According to current experience ,Android Mobile devices in the camp ,OpenCL Usually use GPU As the hardware acceleration end . Qualcomm's suggestion is to select the mobile terminal GPU As OpenCL Acceleration equipment for ( notes : In fact, in most cases, there is no choice , You can only get one GPU Of device).

Four 、OpenCL Compatibility

Program portability

OpenCL It provides good program compatibility , A set of OpenCL Code for , It can work normally on different devices . Of course , A small part is based on hardware expansion capability , Depends on current hardware support .

Performance portability

Different from program compatibility ,OpenCL The performance portability of is usually poor . As an advanced computing standard ,OpenCL The implementation of the hardware part depends on the manufacturer , Each manufacturer has its own advantages and disadvantages . therefore , For different hardware platforms , Such as Qualcomm Adreno perhaps Arm Mali, The performance of the same code is different . Even the same manufacturer , As the hardware iterates , The corresponding drive will also have corresponding fine adjustment , To take full advantage of the full capabilities of the new generation of hardware . It is necessary to optimize for different devices or hardware . Of course this is a ROI( Return on investment ) problem .

Backward compatibility

OpenCL Is designed to ensure backward compatibility as much as possible . If you want to use outdated capabilities , Just import a specific header file . It is worth noting that :OpenCL Is not completely backward compatible , These extensions are usually provided by hardware manufacturers in combination with hardware features , Therefore, it is necessary to consider the expansion compatibility between different hardware when applying .
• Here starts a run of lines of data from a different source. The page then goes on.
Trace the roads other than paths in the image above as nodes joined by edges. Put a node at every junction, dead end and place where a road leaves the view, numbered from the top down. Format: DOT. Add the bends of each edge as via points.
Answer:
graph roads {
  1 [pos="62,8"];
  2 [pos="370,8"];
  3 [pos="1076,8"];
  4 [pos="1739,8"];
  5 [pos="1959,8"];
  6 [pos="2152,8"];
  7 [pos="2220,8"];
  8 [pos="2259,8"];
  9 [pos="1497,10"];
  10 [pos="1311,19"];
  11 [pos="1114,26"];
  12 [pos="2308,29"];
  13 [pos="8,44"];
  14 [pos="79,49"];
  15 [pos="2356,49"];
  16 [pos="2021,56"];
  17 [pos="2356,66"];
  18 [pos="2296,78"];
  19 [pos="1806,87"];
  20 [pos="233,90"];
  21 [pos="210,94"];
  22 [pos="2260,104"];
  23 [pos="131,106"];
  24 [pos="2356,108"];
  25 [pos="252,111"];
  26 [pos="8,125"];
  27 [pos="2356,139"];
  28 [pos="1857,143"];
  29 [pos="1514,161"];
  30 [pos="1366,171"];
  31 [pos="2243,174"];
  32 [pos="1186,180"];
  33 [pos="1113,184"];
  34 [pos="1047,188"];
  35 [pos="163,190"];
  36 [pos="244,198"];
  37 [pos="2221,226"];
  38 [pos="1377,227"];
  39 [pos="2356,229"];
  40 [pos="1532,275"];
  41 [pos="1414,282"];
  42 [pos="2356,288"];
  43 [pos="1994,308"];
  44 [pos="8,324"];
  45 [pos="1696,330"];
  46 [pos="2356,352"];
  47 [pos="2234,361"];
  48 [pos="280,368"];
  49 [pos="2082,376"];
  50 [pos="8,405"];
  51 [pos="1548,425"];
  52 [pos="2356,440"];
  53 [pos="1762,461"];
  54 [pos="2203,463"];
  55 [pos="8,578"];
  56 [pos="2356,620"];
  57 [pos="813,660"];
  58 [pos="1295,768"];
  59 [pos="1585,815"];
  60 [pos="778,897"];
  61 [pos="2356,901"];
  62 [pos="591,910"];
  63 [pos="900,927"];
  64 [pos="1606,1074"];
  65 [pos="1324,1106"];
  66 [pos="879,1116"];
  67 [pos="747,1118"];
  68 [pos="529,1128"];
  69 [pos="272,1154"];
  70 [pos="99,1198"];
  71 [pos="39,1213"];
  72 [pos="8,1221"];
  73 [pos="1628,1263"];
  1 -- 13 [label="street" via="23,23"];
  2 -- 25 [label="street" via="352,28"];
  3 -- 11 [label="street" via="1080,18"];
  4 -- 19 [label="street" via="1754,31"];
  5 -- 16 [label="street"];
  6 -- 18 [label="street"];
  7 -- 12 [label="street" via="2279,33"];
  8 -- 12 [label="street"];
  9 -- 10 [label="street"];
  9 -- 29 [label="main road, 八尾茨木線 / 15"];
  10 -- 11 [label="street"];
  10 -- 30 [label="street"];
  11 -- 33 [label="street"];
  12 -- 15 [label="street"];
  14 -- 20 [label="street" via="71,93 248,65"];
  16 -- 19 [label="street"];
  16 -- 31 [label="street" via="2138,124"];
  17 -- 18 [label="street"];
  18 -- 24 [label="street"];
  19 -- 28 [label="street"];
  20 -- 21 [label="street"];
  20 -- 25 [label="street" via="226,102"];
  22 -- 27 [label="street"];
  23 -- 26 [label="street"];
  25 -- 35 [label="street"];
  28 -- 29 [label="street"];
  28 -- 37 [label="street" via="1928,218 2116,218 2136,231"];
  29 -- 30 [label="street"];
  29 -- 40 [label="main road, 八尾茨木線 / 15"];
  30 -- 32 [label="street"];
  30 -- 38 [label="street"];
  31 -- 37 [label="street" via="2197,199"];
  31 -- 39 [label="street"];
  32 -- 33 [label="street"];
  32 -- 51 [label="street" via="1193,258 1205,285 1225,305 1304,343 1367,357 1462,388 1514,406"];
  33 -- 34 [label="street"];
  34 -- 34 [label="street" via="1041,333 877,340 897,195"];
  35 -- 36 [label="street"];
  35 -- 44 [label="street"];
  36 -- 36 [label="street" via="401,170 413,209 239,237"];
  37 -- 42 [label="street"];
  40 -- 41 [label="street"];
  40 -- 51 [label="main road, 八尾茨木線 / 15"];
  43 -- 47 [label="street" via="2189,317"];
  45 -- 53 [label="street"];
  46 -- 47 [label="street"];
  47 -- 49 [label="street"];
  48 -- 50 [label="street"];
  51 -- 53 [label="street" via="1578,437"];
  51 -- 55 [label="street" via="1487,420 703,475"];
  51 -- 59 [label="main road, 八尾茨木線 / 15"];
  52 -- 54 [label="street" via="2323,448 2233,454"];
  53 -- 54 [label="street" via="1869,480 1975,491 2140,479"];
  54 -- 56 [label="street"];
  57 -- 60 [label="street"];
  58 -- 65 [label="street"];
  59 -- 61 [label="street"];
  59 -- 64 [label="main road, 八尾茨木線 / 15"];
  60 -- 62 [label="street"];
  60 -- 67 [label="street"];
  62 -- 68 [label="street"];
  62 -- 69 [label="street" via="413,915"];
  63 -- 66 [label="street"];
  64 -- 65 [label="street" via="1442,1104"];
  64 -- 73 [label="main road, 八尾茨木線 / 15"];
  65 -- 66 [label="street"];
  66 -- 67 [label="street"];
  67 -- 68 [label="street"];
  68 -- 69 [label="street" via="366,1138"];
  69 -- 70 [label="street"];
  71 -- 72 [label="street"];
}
5、 ... and 、 qualcomm Adreno OpenCL framework


High pass is shown in the figure Adreno GPU OpenCL(Adreno A5x GPUS) The superstructure ,OpenCL Several key hardware modules are involved in the implementation process .

Shader (or streaming) processor (SP) ( Shaders 、 Stream processors )

  • Adreno GPU Core module , Contains numerous hardware modules , Such as arithmetic logic unit 、 Load storage unit 、 Control flow unit 、 Register file, etc .

  • Run the shape shader ( Such as vertex shader 、 Chip shader 、 Calculate shaders, etc ), Run calculation load , Such as OpenCL Kernel, etc .

  • Every SP Corresponds to one or more OpenCL Operation unit of .

  • Adreno GPU It may contain one or more SP, It depends on the grade of the chip , The figure above shows a single SP The situation of .

  • SP Load and read Buffer Type or with __read_write Of the tag Image Type data object , You can use L2 cache .

  • SP Load read-only Image Data object of type , You can use L1 Cache or texture processor .

Texture Processer (TP) ( Texture processor )

  • According to the scheduling of the kernel to carry out texture operations , Such as texture reading 、 Filtration, etc. .

  • TP and L1 Cache combination , Reduce from L2 The probability of cache loss when reading data from the cache .

Unified L2 Cache (UCHE) ( Unified L2 cache )

  • Respond to SP about Buffer Type read and load , as well as L1 about Image Type of data loading operation .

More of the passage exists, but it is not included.